The days that you feel drained after, which in the beginning of the healing process are many and usually back to back, feel like you are just existing in a fog. Thousand pound weights tied to your feet are what you wear and getting out of bed is exhausting.  But you know you are the only person you can rely on and if you don't do this....they win. I made a promise to myself at the end of February that no matter how hard moving forward was going to be, I would do this.  My children needed to know I would survive and be a better version of myself after the divorce was final. I could and would move on. It has required me to analyze myself physically, mentally, emotionally and spiritually.  Basically, I have had to find out who I am AFTER.  And quite frankly, I didn't like who I was.  But with all changes, it takes time and it is a process.  So I guess I am a work in process and I am so okay with that because I am learning to love myself and my life! I can't say that I did BEFORE.

As everyone knows, abuse comes in many forms.  Physical, mental, emotional and verbal.  And sometimes it is perpetuated by a multitude of things and situations.  One of the reasons for me to start writing again is because I have come to learn over this last year that mental and emotional abuse is so common and I have several friends whom I have felt worthy to tell my story to and they have shared theirs with me.  We learn from one another to grow as people and love again.  Again, it's a process of putting pieces back together. Divorce has been our common denominator, but each of our stories have similar traits.  But dysfunctional relationships sprinkled with abuse are very much a prevalent part of each story. I guess a question that keeps coming up in our conversations is what happens in this stage of life to make relationships so disposable that giving up and throwing in the towel is better than fixing the problem?  This, to me, is how things work.  Just because a car has a flat tire, you don't junk it....you either fix the tire or get a replacement. But you don't junk the car!  Some people prefer to trade the car in though.  And, that is just how they work. It doesn't mean it's right or wrong, it just is.

As I go through this process and write more, I hope that some of the things resonate with some of you.  I have been inspired to find my blog and write because it is therapeutic and it helps me to think.  Dr. Brene' Brown has said, "If we share our story with someone who responds with empathy and understanding, shame can't survive."  Shame is a big part of healing because we always believe we could've/should've done better.  But we can't control other peoples actions. This I know for fact, because I've tried. What I do know to be true is that in my healing process, sharing my story, owning it and speaking my truth have carried me further that I imagined I could be 8 or 9 months ago.  I know the part I played in the failure of my marriage, and I own that and speak it.  This is how I am healing. 

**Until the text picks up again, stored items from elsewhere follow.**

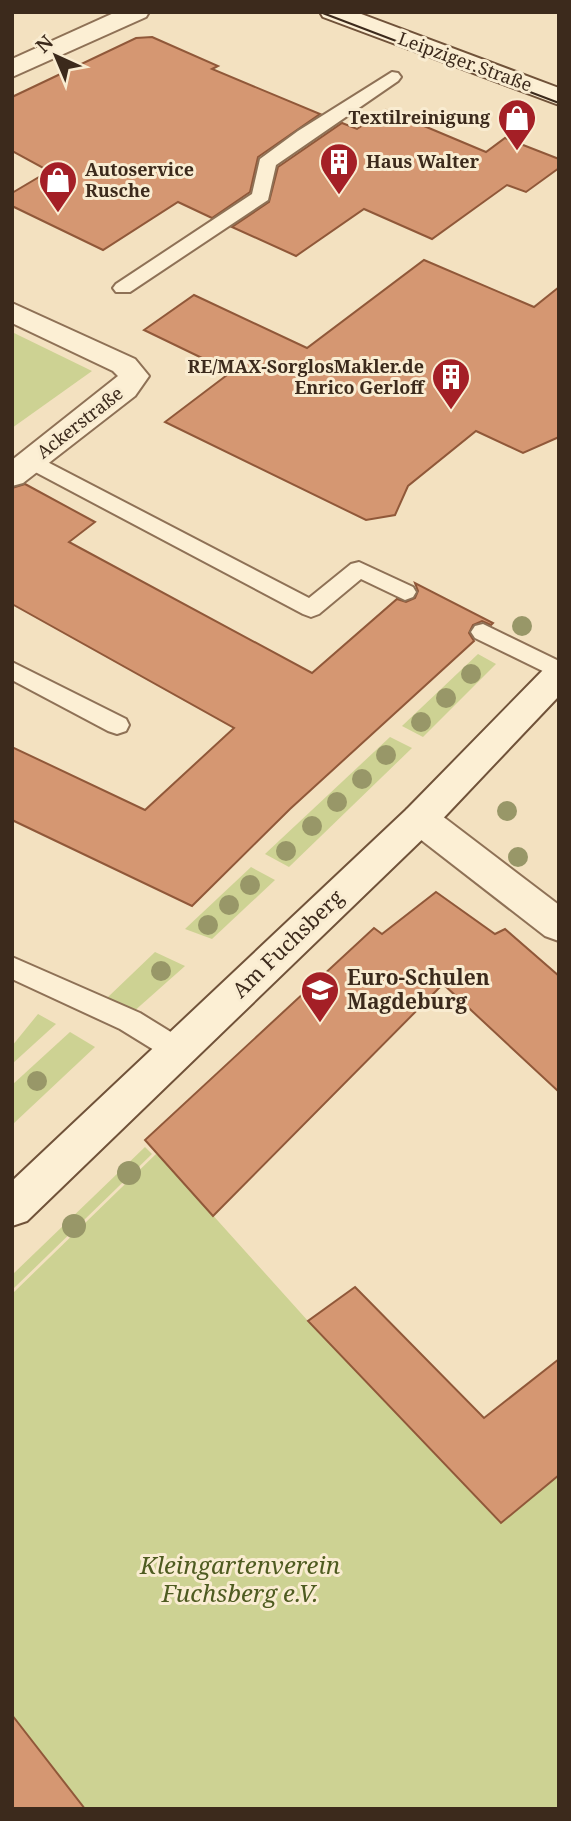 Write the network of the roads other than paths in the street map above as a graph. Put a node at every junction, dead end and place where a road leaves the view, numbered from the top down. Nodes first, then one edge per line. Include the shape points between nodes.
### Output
1 (137, 12) edge
2 (332, 12) edge
3 (12, 69) edge
4 (393, 78) dead end
5 (559, 97) edge
6 (123, 288) dead end
7 (12, 312) edge
8 (22, 468) edge
9 (405, 592) dead end
10 (483, 632) dead end
11 (12, 670) edge
12 (559, 672) edge
13 (117, 725) dead end
14 (420, 819) junction
15 (559, 926) edge
16 (12, 967) edge
17 (177, 1050) junction
18 (12, 1208) edge

1 - 3 main road
2 - 5 main road, Leipziger Straße
4 - 6 lane via 267,163 261,196
7 - 8 main road, Ackerstraße via 124,365 134,376 124,389
8 - 9 lane via 311,609 359,569
10 - 12 lane
11 - 13 lane
12 - 14 main road, Am Fuchsberg
14 - 15 main road
14 - 17 main road, Am Fuchsberg
16 - 17 lane via 130,1021
17 - 18 main road, Am Fuchsberg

I want for anyone reading this to know that I will always listen if you need to talk and be willing to help you with any situation.  If you friend request me on Facebook or message me, let me know you read this...because we can talk. I will listen and help if needed. Love to each and every friend and family member who has helped me on this journey.  I have reconnected with some old friends and found some amazing new ones.  Each one are very important and I am grateful for this part of my AFTER.